Pocas veces hemos tenido que enfrentarnos con tanta fuerza a la necesidad de apuntalar la responsabilidad individual como durante la pandemia. Y muy pocas veces también ha surgido la duda de si la población está dispuesta a asumir el otro lado de la libertad individual, los deberes imprescindibles para que una sociedad funcione. Mañana empieza la fase 1 en muchas provincias, y veremos hasta qué punto respondemos como sociedad civilizada. Porque una minoría ya ha demostrado, desde que se pudo salir con niños, que no todos entienden que no hay libertad sin responsabilidad. Aviso: a nadie le gusta que le recuerden sus errores, son libres de parar de leer y mandarnos a… donde les apetezca, este es un país libre. Relativamente y temporalmente confinado, pero libre.

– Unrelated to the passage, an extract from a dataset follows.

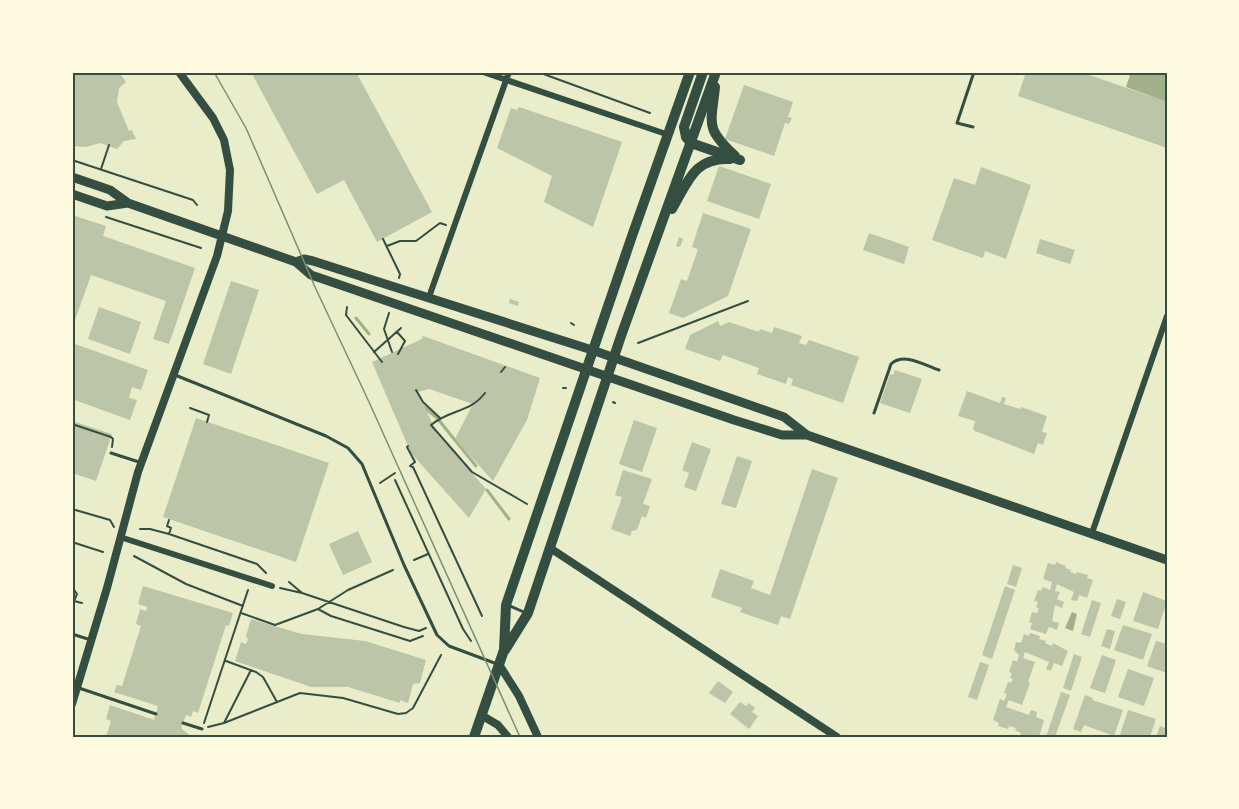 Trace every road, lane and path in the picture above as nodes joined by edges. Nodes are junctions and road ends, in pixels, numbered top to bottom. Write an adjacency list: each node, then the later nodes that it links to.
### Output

Si basamos la sociedad en individuos libres sujetos al imperio de la ley (cualquier democracia o sistema liberal estructurado por derechos civiles), entonces esos mismos sujetos deben asumir toda la responsabilidad sobre sus actos. La pandemia, sin embargo, ha mostrado una nueva clase de habitantes en España, a los que podríamos llamar “olvidadizos”, como un eufemismo de “dejación de responsabilidad”. Es la parte menos atractiva de la fórmula de convivencia democrática, la otra parte del contrato social que firmamos todos y que no todos cumplen. Es sencillo: la sociedad no funciona si cada ciudadano no asume su parte de responsabilidad en sus actos y decisiones públicas. Y aquí viene lo malo con la pandemia: salir a la calle fuera del horario, en el formato contrario a la recomendación, sin protección, es un acto de deslealtad contra el resto de la sociedad. No ayuda tampoco que el gobierno parezca incapaz de asegurar el abastecimiento de mascarillas y test, en gran medida porque la producción está deslocalizada y ha habido una falta grave de inversión en logística sanitaria.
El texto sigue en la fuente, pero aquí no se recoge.